I think things are always changing. I believe streaming services should be addressed because I don't think it's a fair platform for artists who get paid the way they do. I think the pandemic, more than ever, showed that the music industry is broken. Social media, in many ways, has kept the music industry alive and certainly gave bands more longevity than they necessarily would have. In the past, once you stopped being on the radio you will disappear from the map, whereas now you can still engage with your fanbase through social media. But these platforms are always changing and the kids are always moving, so the struggle is to keep up with the kids really.
Everybody is telling me I have to be there, but I am not sure I am going to make myself disappear or land I don't know where (hahaha).
The problem you get now with TikTok is that you are making the attention spam less the 15 seconds. And this is the hard thing. And again, not just TikTok, but if you look at the way A&R people and record companies are run now, they don't have an A&R man in every city, in every club to go out and look for bands. They don't stick to the music, they look at how many likes or comments a song has, or they put a track through an algorithm to see if it is average enough. I don't know if you would get David Bowie, Pink Floyd, or those kinds of bands on a record deal through a nowadays process. Everything has to be instant now.
The challenge is to try to find a way to monetize the industry back to making music worth money because at the moment is devalued.
|You were talking about the attention span on social media, but how about listening for a full track or record? DO you think the young generation has the patience for this?

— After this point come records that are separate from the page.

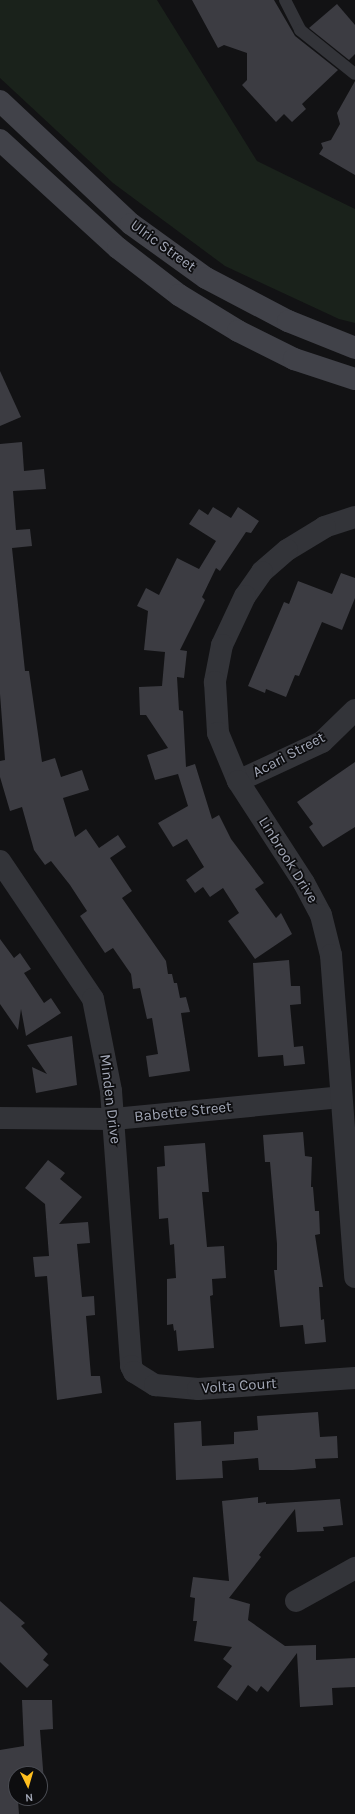 <!DOCTYPE html>
<style>
body{margin:0}
#map{position:relative;width:355px;height:1814px;overflow:hidden;background:#121214;font-family:Karla,sans-serif}
div>[style]{position:absolute}
[style*='--x']{left:calc(var(--x)*1px);top:calc(var(--y)*1px);width:calc(var(--w)*1px);rotate:calc(var(--a)*1deg)}
.green>*{inset:0;background:#1a221b}
.building>*{inset:0;background:#3c3c42}
.service>*{height:12px;margin:-6px;padding:0 6px;transform-origin:6px;border-radius:6px;background:#333439}
.minor>*{height:22px;margin:-11px;padding:0 11px;transform-origin:11px;border-radius:11px;background:#333439}
.tertiary>*{height:22px;margin:-11px;padding:0 11px;transform-origin:11px;border-radius:11px;background:#333439}
.secondary>*{height:22px;margin:-11px;padding:0 11px;transform-origin:11px;border-radius:11px;background:#414249}
span{translate:-50% -50%;white-space:nowrap;text-align:center;line-height:1.15;-webkit-text-stroke:3.5px #0d0d0f;paint-order:stroke}
.street-label{font-size:15px;color:#a2a7b6}
.north{position:absolute;left:8px;top:1766px;width:40px;height:40px;box-sizing:border-box;background:#0d0d0f;border:1px solid #494b52;border-radius:50%;rotate:175deg;font-size:11px;font-weight:700;line-height:16px;text-align:center;color:#a2a7b6}
.north::after{content:'';display:block;margin:auto;width:14px;height:18px;background:#ffbf1f;clip-path:polygon(50% 0,100% 100%,50% 72%,0 100%)}
</style>
<div id="map">
<div class="green">
<div style="clip-path:polygon(0 0,157px 0,257px 161px,355px 209px,355px 323px,339px 319px,225px 266px,113px 183px,0 78px)"></div>
</div>
<div class="building">
<div style="clip-path:polygon(192px 0,274px 0,295px 36px,338px 70px,302px 104px,306px 109px,292px 122px,284px 114px,276px 122px,242px 85px,247px 80px,247px 53px,224px 45px,218px 48px)"></div>
<div style="clip-path:polygon(337px 4px,355px 25px,355px 54px,349px 60px,309px 28px)"></div>
<div style="clip-path:polygon(355px 81px,355px 175px,319px 154px,323px 148px,321px 143px,331px 140px,340px 124px,337px 113px)"></div>
<div style="clip-path:polygon(0 371px,21px 417px,0 426px)"></div>
<div style="clip-path:polygon(22px 442px,24px 471px,44px 469px,46px 489px,13px 491px,16px 530px,30px 529px,32px 546px,12px 548px,25px 671px,29px 671px,42px 762px,55px 758px,61px 777px,82px 770px,89px 790px,63px 798px,75px 837px,86px 829px,99px 848px,118px 835px,126px 847px,110px 858px,132px 891px,122px 898px,166px 961px,168px 974px,172px 974px,174px 983px,177px 983px,180px 998px,186px 997px,190px 1012px,181px 1013px,190px 1071px,149px 1077px,146px 1056px,158px 1054px,152px 1018px,147px 1019px,140px 988px,133px 989px,131px 974px,113px 948px,105px 953px,80px 916px,87px 911px,70px 885px,51px 861px,45px 865px,34px 850px,22px 807px,10px 811px,0 777px,0 761px,5px 760px,0 694px,0 444px)"></div>
<div style="clip-path:polygon(213px 507px,231px 518px,238px 507px,259px 521px,251px 533px,246px 532px,220px 571px,216px 568px,202px 597px,205px 600px,180px 650px,187px 651px,184px 678px,177px 677px,179px 710px,183px 711px,186px 767px,195px 764px,212px 819px,219px 815px,231px 839px,264px 883px,255px 889px,276px 918px,281px 913px,292px 934px,255px 959px,228px 921px,239px 913px,223px 888px,210px 897px,203px 887px,195px 893px,186px 880px,204px 867px,187px 839px,173px 847px,158px 823px,188px 806px,178px 774px,155px 780px,147px 755px,168px 748px,146px 715px,140px 715px,139px 687px,162px 686px,165px 652px,144px 650px,148px 611px,137px 606px,146px 588px,159px 595px,177px 558px,199px 569px,216px 541px,189px 524px,199px 509px,208px 515px)"></div>
<div style="clip-path:polygon(341px 573px,355px 578px,355px 598px,342px 630px,322px 622px,299px 676px,295px 675px,286px 697px,266px 689px,265px 693px,248px 686px,284px 602px,289px 604px,298px 581px,332px 594px)"></div>
<div style="clip-path:polygon(355px 762px,355px 827px,323px 847px,309px 827px,313px 824px,297px 802px)"></div>
<div style="clip-path:polygon(0 939px,14px 958px,20px 953px,31px 969px,24px 973px,44px 1003px,51px 998px,61px 1013px,26px 1036px,21px 1009px,18px 1030px,0 1004px)"></div>
<div style="clip-path:polygon(289px 960px,291px 986px,300px 986px,301px 1004px,290px 1005px,294px 1047px,303px 1046px,305px 1064px,284px 1066px,283px 1055px,258px 1057px,253px 963px)"></div>
<div style="clip-path:polygon(72px 1036px,77px 1085px,36px 1093px,32px 1067px,47px 1074px,27px 1045px)"></div>
<div style="clip-path:polygon(303px 1132px,305px 1156px,312px 1157px,311px 1187px,313px 1187px,315px 1211px,319px 1211px,320px 1234px,315px 1235px,323px 1287px,319px 1287px,321px 1320px,324px 1319px,326px 1342px,305px 1344px,303px 1325px,280px 1327px,274px 1270px,277px 1270px,277px 1244px,270px 1162px,265px 1162px,263px 1135px)"></div>
<div style="clip-path:polygon(205px 1143px,209px 1192px,202px 1192px,207px 1247px,224px 1246px,226px 1278px,212px 1279px,213px 1295px,210px 1296px,214px 1348px,178px 1351px,176px 1330px,174px 1331px,173px 1324px,167px 1325px,167px 1279px,176px 1278px,174px 1244px,170px 1245px,168px 1218px,159px 1219px,157px 1167px,165px 1166px,164px 1146px)"></div>
<div style="clip-path:polygon(48px 1160px,65px 1173px,60px 1179px,82px 1197px,59px 1224px,88px 1222px,90px 1243px,77px 1244px,82px 1297px,94px 1296px,95px 1315px,86px 1316px,91px 1376px,100px 1376px,102px 1393px,57px 1400px,47px 1276px,35px 1277px,33px 1257px,49px 1256px,45px 1204px,25px 1188px)"></div>
<div style="clip-path:polygon(318px 1412px,320px 1437px,337px 1436px,338px 1458px,315px 1459px,316px 1468px,293px 1470px,259px 1470px,258px 1458px,222px 1461px,223px 1478px,176px 1480px,174px 1423px,201px 1421px,202px 1446px,234px 1444px,234px 1432px,258px 1430px,257px 1416px)"></div>
<div style="clip-path:polygon(258px 1497px,258px 1503px,266px 1502px,266px 1504px,340px 1499px,343px 1525px,323px 1527px,324px 1531px,297px 1532px,295px 1509px,259px 1555px,261px 1557px,229px 1598px,250px 1604px,248px 1620px,285px 1646px,316px 1645px,316px 1660px,355px 1658px,355px 1687px,332px 1688px,333px 1705px,300px 1707px,297px 1653px,268px 1692px,261px 1686px,257px 1692px,248px 1685px,237px 1701px,217px 1687px,232px 1666px,223px 1659px,232px 1647px,194px 1641px,197px 1621px,193px 1621px,195px 1598px,190px 1597px,193px 1577px,229px 1581px,222px 1501px)"></div>
<div style="clip-path:polygon(0 1601px,25px 1623px,21px 1626px,48px 1654px,43px 1660px,49px 1665px,27px 1688px,0 1662px)"></div>
<div style="clip-path:polygon(22px 1700px,52px 1700px,53px 1729px,40px 1730px,44px 1782px,40px 1782px,40px 1774px,16px 1774px,19px 1814px,0 1814px,0 1750px,24px 1746px)"></div>
</div>
<div class="service">
<div style="--x:285;--y:0;--w:34;--a:63"></div>
<div style="--x:300;--y:30;--w:70;--a:38.7"></div>
</div>
<div class="minor">
<div style="--x:238;--y:781;--w:93;--a:-24.9"></div>
<div style="--x:322;--y:742;--w:46;--a:-44.1"></div>
<div style="--x:0;--y:861;--w:166;--a:56"></div>
<div style="--x:93;--y:999;--w:94;--a:78.9"></div>
<div style="--x:111;--y:1091;--w:276;--a:85.8"></div>
<div style="--x:131;--y:1366;--w:7;--a:63"></div>
<div style="--x:134;--y:1372;--w:25;--a:32"></div>
<div style="--x:155;--y:1385;--w:43;--a:5.3"></div>
<div style="--x:198;--y:1389;--w:157;--a:-4"></div>
<div style="--x:0;--y:1118;--w:114;--a:0.5"></div>
<div style="--x:114;--y:1119;--w:228;--a:-5.5"></div>
<div style="--x:296;--y:1601;--w:68;--a:-29.2"></div>
</div>
<div class="tertiary">
<div style="--x:355;--y:517;--w:32;--a:162"></div>
<div style="--x:325;--y:527;--w:44;--a:148.8"></div>
<div style="--x:287;--y:550;--w:33;--a:139"></div>
<div style="--x:262;--y:572;--w:29;--a:125"></div>
<div style="--x:245;--y:596;--w:54;--a:115.1"></div>
<div style="--x:222;--y:645;--w:38;--a:101"></div>
<div style="--x:215;--y:682;--w:51;--a:86.6"></div>
<div style="--x:218;--y:733;--w:52;--a:67.4"></div>
<div style="--x:238;--y:781;--w:121;--a:57.1"></div>
<div style="--x:304;--y:883;--w:36;--a:62"></div>
<div style="--x:321;--y:915;--w:41;--a:76"></div>
<div style="--x:331;--y:955;--w:323;--a:85.7"></div>
</div>
<div class="secondary">
<div style="--x:0;--y:101;--w:180;--a:43.2"></div>
<div style="--x:131;--y:224;--w:92;--a:35.8"></div>
<div style="--x:206;--y:278;--w:93;--a:27.7"></div>
<div style="--x:288;--y:321;--w:72;--a:21.9"></div>
<div style="--x:0;--y:140;--w:160;--a:42.5"></div>
<div style="--x:118;--y:248;--w:77;--a:37.6"></div>
<div style="--x:179;--y:295;--w:69;--a:31.4"></div>
<div style="--x:238;--y:331;--w:63;--a:26.6"></div>
<div style="--x:294;--y:359;--w:64;--a:18.2"></div>
</div>
<div class="street-label">
<span style="left:163px;top:246px;rotate:36deg">Ulric Street</span>
<span style="left:289px;top:755px;rotate:-28deg">Acari Street</span>
<span style="left:288px;top:860px;rotate:58deg">Linbrook Drive</span>
<span style="left:110px;top:1099px;rotate:83deg">Minden Drive</span>
<span style="left:183px;top:1112px;rotate:-6deg">Babette Street</span>
<span style="left:239px;top:1386px;rotate:-4deg">Volta Court</span>
</div>
<div class="north">N</div>
</div>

I don't know exactly what the attention span is on Facebook and YouTube but I am told it is not more than 30 seconds. I still listen to a full record and a lot of our fan base of a certain age still do, but I can't speak for the younger generation but, as far as I have been told, the attention span is getting less and less. You can't have a big long intro anymore, everything has to happen straight away. NOW.
|How do you see the new generation on the dance floor?
There is always a next-generation coming through, there is always another scene. I think this is always the case. I don't see the party ever ending.